- Requirement
Looking at the data below, count the lines that contain the string "LANE". Write only the total.

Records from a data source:
===============

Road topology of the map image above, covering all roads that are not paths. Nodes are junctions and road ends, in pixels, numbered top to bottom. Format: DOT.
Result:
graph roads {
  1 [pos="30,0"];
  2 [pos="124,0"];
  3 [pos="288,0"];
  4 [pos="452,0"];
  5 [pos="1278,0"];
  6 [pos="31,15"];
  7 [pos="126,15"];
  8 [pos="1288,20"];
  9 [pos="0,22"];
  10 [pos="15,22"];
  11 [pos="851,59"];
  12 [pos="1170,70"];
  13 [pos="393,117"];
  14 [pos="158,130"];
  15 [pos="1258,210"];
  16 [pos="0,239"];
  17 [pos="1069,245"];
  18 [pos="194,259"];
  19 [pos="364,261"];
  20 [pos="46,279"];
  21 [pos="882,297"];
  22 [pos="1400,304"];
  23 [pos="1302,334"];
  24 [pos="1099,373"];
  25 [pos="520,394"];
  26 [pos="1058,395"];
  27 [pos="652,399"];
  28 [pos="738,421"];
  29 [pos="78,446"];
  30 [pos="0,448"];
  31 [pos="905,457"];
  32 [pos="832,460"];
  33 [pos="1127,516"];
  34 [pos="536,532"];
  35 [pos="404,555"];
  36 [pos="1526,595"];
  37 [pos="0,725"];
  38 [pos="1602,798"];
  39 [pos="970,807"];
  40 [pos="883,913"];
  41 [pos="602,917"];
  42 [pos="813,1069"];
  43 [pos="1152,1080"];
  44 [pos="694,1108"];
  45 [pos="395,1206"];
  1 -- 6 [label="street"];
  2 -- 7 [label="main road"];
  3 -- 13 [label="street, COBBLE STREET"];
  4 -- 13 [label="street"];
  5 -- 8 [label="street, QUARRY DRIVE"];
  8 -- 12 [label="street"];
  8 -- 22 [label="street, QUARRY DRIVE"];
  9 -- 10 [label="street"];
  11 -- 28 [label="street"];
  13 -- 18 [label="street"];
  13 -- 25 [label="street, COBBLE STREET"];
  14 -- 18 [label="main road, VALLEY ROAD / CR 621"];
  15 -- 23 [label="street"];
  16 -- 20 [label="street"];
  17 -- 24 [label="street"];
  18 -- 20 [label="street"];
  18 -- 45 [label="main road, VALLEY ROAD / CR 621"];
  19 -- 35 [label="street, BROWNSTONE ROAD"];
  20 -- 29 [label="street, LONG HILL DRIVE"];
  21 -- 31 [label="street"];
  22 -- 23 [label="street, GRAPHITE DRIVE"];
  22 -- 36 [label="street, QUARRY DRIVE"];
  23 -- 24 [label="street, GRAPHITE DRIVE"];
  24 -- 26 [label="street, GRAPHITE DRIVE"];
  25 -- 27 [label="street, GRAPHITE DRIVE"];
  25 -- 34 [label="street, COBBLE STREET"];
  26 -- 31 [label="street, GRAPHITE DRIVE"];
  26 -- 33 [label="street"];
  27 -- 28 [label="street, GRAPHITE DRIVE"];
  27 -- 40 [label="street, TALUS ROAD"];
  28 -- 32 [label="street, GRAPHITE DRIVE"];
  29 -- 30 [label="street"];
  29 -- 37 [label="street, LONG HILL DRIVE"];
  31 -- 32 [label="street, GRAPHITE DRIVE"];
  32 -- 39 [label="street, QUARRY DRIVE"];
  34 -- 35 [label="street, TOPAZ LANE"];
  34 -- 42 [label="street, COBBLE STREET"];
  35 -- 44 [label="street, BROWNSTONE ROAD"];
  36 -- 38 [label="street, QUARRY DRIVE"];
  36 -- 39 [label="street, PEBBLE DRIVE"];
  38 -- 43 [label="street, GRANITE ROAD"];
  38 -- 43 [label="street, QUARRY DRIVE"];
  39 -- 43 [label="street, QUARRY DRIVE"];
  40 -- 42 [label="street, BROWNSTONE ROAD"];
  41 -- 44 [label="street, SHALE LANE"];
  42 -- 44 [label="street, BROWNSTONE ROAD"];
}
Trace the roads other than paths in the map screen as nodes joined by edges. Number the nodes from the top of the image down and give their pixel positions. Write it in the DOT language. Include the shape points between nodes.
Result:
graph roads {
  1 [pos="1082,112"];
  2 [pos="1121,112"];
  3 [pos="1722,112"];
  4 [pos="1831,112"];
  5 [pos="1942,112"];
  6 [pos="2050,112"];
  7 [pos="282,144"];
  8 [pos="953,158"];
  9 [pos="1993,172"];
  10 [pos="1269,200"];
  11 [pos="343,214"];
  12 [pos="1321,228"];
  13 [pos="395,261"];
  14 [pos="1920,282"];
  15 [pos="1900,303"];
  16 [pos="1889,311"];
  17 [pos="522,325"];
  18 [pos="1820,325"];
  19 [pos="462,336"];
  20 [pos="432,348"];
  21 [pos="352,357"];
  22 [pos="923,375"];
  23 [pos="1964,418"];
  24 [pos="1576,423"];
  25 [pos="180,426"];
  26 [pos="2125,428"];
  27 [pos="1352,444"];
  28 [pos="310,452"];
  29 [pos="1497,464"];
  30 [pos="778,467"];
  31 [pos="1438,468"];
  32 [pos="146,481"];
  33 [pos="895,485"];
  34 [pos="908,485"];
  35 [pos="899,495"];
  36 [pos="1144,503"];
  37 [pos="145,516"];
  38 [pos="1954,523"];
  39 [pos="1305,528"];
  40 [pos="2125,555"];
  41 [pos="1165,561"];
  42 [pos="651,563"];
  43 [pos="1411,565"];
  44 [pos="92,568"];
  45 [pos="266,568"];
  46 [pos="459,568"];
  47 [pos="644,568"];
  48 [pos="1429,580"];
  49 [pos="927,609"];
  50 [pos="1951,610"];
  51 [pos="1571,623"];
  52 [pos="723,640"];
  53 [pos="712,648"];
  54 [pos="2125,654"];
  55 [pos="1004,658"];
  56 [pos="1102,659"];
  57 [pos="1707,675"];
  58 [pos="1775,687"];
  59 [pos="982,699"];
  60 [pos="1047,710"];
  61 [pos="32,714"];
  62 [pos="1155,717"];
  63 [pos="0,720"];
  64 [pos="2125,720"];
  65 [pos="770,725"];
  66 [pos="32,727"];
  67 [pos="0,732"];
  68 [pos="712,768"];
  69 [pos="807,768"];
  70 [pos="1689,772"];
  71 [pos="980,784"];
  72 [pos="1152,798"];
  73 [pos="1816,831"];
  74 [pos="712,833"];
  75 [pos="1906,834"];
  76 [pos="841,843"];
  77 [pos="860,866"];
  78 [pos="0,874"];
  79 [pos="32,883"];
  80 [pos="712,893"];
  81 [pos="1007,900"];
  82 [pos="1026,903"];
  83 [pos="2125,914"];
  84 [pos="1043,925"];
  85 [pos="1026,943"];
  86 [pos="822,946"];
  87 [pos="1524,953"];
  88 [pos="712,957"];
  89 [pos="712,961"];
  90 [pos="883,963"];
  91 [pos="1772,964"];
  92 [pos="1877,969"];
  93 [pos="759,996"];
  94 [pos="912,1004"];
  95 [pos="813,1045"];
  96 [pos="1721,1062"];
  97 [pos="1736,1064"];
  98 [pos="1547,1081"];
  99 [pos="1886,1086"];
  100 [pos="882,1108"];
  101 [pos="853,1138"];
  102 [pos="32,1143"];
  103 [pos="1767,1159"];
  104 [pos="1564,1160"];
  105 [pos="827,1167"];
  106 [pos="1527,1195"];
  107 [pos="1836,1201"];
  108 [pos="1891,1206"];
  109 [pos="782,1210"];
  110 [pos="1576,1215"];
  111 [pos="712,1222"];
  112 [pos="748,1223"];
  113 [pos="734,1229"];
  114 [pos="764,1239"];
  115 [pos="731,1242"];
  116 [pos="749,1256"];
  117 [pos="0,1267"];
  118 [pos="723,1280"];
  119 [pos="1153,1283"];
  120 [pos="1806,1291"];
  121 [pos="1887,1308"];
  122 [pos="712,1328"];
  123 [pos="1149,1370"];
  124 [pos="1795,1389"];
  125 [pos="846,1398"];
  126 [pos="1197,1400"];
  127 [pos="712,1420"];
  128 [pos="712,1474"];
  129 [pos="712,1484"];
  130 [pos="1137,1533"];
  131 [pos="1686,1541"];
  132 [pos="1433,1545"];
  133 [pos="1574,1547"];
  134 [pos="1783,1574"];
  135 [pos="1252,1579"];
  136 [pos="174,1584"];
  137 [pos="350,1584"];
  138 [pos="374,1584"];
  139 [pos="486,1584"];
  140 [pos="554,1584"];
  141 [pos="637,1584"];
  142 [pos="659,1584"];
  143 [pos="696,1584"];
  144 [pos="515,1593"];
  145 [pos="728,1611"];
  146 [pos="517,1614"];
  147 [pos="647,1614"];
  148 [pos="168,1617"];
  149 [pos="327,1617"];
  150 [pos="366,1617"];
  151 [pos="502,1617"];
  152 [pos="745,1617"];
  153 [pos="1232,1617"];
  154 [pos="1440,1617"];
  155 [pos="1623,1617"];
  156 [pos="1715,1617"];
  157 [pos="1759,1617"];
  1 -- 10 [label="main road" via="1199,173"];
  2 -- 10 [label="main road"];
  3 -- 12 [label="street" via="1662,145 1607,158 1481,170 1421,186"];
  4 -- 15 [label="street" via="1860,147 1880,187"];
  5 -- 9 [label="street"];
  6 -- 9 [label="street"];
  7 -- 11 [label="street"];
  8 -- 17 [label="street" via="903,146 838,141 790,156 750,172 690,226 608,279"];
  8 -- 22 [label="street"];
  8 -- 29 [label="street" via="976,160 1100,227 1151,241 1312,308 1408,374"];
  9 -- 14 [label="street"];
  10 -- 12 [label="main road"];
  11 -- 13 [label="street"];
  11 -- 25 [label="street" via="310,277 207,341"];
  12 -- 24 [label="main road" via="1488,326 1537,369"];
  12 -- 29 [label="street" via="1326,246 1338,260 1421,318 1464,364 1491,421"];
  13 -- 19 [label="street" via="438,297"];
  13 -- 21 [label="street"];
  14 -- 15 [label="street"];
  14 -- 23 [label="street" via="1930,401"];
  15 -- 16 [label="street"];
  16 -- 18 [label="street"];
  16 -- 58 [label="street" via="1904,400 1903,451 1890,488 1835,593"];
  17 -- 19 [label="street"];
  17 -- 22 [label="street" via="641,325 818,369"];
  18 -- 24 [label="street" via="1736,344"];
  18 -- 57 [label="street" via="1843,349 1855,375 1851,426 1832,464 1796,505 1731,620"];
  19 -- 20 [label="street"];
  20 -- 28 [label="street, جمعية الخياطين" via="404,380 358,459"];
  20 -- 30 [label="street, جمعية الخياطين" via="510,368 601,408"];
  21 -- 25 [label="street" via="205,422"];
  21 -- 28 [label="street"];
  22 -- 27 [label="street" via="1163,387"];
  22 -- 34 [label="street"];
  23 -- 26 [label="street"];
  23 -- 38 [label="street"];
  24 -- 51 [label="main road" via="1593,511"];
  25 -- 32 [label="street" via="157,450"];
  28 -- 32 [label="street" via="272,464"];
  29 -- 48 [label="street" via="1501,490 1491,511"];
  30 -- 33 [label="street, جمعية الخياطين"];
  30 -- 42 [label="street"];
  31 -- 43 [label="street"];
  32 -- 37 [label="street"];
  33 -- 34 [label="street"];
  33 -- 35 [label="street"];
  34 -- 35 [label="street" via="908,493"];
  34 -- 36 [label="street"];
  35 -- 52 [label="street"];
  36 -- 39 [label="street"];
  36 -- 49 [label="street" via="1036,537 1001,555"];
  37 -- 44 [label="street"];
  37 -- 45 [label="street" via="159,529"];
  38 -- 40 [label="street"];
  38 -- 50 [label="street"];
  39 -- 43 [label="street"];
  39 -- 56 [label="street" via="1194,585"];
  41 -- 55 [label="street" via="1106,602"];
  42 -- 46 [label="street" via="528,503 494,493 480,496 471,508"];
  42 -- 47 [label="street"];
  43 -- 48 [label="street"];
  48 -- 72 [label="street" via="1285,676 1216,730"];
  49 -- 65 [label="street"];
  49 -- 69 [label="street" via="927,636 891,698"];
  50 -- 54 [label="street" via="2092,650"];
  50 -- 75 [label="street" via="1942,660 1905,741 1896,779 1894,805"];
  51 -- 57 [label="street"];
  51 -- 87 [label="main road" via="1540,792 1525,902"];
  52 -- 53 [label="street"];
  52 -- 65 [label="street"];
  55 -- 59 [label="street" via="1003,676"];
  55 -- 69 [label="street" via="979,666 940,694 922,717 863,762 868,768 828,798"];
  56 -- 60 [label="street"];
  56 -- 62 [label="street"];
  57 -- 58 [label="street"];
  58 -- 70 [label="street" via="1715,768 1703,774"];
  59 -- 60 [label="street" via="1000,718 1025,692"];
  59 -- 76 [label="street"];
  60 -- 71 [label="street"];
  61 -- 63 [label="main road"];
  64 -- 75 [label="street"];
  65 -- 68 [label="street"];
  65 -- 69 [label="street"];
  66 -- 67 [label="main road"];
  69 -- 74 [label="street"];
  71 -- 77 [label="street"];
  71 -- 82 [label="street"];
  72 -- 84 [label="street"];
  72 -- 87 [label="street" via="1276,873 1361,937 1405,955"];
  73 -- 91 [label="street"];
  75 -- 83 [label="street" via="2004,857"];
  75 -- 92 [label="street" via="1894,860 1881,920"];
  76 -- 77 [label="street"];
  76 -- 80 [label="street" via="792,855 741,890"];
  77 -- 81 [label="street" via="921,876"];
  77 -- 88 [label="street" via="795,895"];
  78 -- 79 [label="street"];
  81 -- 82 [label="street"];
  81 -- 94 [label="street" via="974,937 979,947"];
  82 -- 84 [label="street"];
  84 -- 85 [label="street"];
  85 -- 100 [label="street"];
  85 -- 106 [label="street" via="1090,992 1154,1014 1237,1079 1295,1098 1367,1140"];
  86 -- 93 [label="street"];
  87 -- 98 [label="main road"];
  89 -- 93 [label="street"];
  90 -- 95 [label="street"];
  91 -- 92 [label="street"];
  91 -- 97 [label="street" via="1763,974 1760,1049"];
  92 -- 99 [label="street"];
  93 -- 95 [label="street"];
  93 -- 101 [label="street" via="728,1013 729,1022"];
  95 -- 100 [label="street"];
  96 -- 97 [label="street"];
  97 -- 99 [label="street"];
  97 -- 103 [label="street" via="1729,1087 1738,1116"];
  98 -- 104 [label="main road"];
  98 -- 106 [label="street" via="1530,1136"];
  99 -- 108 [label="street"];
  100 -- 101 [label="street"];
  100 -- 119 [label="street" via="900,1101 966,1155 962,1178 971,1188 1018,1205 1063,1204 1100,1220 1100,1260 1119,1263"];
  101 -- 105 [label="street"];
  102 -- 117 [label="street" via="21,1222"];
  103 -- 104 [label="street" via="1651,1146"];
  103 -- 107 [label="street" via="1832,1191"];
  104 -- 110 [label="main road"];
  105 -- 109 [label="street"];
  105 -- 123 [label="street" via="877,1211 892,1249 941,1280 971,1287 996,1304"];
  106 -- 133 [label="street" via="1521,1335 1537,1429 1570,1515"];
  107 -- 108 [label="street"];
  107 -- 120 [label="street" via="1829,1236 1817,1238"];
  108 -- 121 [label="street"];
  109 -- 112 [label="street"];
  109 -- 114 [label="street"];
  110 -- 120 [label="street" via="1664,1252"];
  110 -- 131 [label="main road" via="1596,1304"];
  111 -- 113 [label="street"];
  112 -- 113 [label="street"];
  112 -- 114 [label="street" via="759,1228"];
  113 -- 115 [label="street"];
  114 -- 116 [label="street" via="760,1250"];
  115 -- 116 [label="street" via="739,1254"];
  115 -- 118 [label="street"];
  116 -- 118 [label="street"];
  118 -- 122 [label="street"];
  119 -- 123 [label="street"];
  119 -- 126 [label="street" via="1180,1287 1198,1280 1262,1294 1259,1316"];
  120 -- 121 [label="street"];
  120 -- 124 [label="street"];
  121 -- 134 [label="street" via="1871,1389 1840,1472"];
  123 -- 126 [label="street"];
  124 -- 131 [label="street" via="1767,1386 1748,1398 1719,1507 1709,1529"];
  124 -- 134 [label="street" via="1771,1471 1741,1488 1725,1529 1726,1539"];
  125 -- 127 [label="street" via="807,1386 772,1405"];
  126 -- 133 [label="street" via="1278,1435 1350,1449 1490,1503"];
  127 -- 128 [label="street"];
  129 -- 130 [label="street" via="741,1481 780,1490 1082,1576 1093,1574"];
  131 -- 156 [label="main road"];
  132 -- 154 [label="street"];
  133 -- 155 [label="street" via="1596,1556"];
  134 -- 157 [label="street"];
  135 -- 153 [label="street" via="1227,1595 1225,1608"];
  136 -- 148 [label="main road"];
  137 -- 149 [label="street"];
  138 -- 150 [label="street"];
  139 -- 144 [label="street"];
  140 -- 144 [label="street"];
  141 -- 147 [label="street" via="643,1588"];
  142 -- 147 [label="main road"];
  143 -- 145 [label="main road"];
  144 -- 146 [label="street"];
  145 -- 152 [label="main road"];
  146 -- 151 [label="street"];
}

===============

- Response to this exercise
2